If we ask where the appeal of such values, their pull on us, “comes from,” we are likely to be met with familiar philosophical questions. What does “come from” mean? If it is a matter of philosophical explanation, showing how some values depend on others, then perhaps there is no value more basic than impartial benevolence; but (it will be said) why should there be a more basic value than that? In the well-tried phrase, we have to stop somewhere. If, on the other hand, we are concerned with psychological or historical explanations, these will not give any further insight into the value of anything, but merely tell us how our values came about.
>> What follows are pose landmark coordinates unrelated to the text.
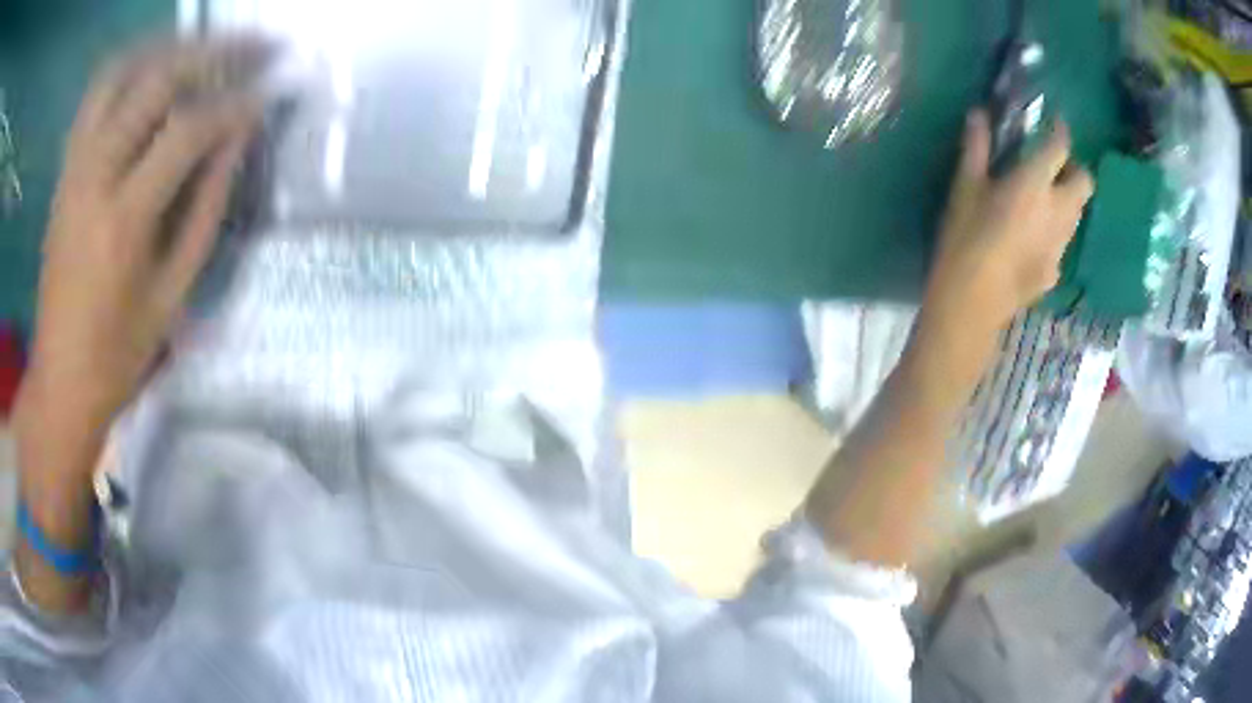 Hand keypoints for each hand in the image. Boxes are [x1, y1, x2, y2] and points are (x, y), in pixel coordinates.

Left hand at [17, 37, 270, 440]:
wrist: (60, 378)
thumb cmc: (119, 352)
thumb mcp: (173, 293)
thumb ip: (207, 207)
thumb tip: (239, 138)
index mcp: (124, 220)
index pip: (187, 130)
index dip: (234, 105)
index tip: (268, 93)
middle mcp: (94, 176)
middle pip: (156, 81)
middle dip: (212, 54)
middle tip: (253, 49)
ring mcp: (74, 167)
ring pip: (123, 72)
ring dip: (169, 49)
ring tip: (203, 47)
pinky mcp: (65, 170)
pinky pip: (97, 95)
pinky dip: (130, 66)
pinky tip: (155, 67)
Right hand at [924, 111, 1093, 334]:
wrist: (971, 304)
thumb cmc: (965, 238)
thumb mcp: (964, 188)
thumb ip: (976, 148)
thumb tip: (979, 115)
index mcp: (1034, 184)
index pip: (1060, 148)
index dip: (1061, 132)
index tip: (1057, 125)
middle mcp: (1057, 212)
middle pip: (1084, 184)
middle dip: (1074, 171)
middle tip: (1054, 170)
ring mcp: (1060, 246)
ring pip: (1076, 214)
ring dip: (1066, 201)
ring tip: (1041, 204)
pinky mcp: (1055, 272)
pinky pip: (1062, 244)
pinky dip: (1054, 234)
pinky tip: (1030, 243) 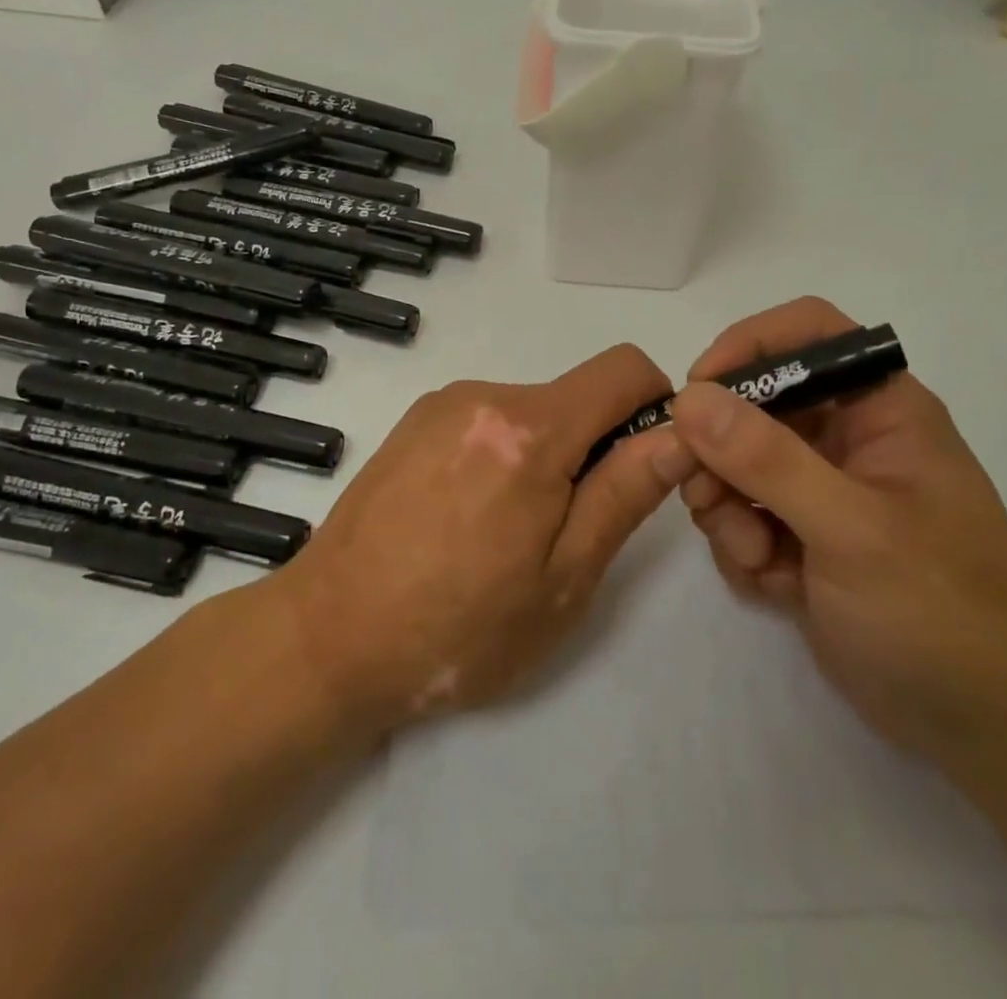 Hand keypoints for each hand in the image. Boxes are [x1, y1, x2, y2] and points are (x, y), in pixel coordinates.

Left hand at [275, 345, 694, 730]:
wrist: (327, 638)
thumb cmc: (458, 627)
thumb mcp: (563, 578)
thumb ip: (625, 493)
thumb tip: (679, 434)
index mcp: (530, 430)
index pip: (624, 368)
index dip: (655, 404)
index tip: (644, 463)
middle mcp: (485, 396)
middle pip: (576, 395)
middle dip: (593, 446)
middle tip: (566, 529)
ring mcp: (442, 405)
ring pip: (532, 411)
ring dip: (545, 455)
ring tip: (507, 533)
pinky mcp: (413, 421)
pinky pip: (487, 420)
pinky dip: (503, 454)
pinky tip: (467, 517)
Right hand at [672, 298, 1006, 772]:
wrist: (986, 730)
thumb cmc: (939, 613)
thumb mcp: (852, 529)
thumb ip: (767, 460)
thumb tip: (689, 399)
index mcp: (881, 408)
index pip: (807, 333)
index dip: (748, 346)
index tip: (698, 391)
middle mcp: (848, 436)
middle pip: (754, 401)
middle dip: (720, 451)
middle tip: (706, 497)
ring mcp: (822, 488)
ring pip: (736, 461)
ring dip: (727, 507)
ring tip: (757, 557)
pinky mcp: (803, 535)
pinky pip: (742, 512)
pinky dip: (743, 545)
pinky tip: (773, 585) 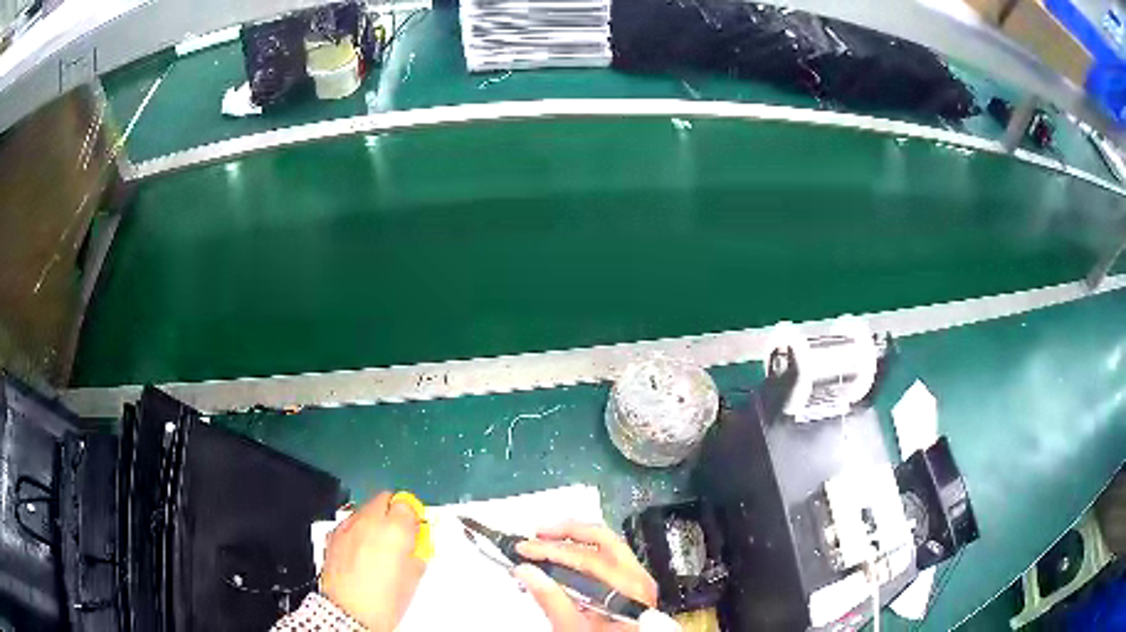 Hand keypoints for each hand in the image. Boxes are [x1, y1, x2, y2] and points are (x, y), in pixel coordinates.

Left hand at [319, 492, 426, 630]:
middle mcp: (369, 521)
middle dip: (393, 511)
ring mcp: (348, 526)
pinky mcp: (333, 535)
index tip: (415, 528)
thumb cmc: (385, 601)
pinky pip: (350, 522)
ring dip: (375, 520)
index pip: (406, 503)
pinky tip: (362, 551)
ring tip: (380, 545)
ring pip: (365, 509)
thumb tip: (415, 542)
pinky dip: (358, 529)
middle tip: (400, 533)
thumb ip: (417, 551)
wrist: (349, 612)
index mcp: (394, 529)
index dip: (413, 515)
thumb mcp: (413, 576)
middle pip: (384, 498)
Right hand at [514, 521, 657, 630]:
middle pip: (604, 540)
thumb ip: (551, 600)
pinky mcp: (630, 583)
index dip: (552, 550)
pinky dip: (582, 552)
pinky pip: (608, 557)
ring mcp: (637, 579)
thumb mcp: (572, 629)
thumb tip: (525, 570)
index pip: (588, 559)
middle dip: (567, 532)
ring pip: (607, 545)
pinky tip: (561, 557)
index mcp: (630, 590)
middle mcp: (639, 578)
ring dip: (574, 539)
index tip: (523, 549)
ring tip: (545, 541)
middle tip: (537, 534) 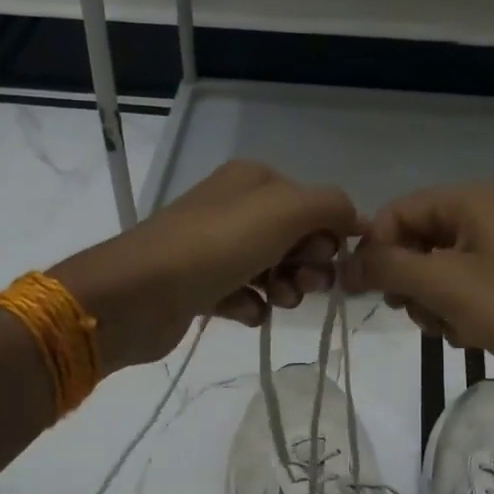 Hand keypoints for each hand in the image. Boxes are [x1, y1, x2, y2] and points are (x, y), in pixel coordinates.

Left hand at [52, 160, 356, 371]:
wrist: (138, 294)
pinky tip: (246, 313)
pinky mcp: (201, 285)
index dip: (328, 235)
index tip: (326, 259)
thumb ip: (331, 206)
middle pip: (296, 239)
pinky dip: (251, 306)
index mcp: (254, 180)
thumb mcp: (286, 211)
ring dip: (285, 288)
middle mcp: (235, 208)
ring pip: (273, 269)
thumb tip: (355, 218)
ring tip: (275, 301)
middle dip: (308, 265)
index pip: (314, 204)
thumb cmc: (217, 245)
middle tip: (302, 284)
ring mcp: (215, 247)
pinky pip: (244, 295)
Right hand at [339, 184, 493, 404]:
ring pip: (439, 272)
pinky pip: (466, 290)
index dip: (375, 249)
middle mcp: (489, 216)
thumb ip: (387, 267)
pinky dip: (458, 313)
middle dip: (410, 281)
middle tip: (418, 312)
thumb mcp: (445, 286)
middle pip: (418, 241)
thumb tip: (344, 263)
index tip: (363, 290)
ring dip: (433, 304)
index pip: (399, 211)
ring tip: (453, 329)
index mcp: (474, 201)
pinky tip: (472, 336) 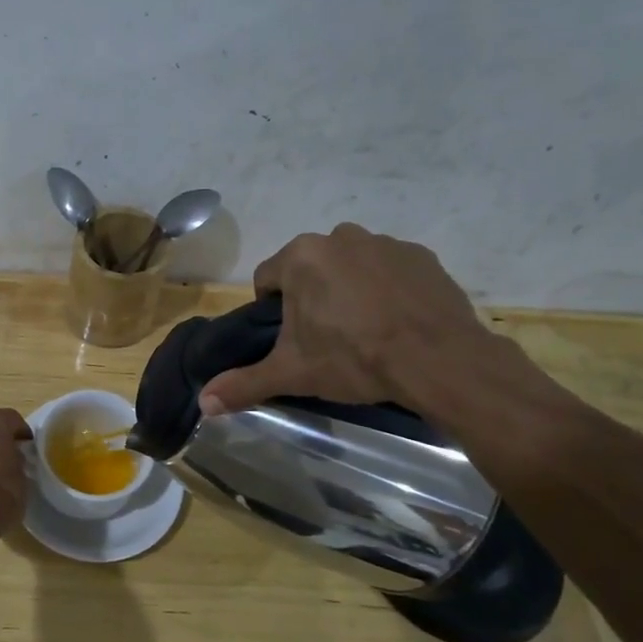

Taylor exposes and rejects the assumptions that sustain this kind of defensive analysis, in particular its uncritical trust in a distinction between fact and value.
What we value is, unsurprisingly, connected with what we believe about human beings and the world. If we have a faith in the value of impartial benevolence, for instance, this implies some pictures rather than others of what human beings are. Such a faith may go with a secular picture of human beings craving satisfaction, or, again, with certain religious images of God …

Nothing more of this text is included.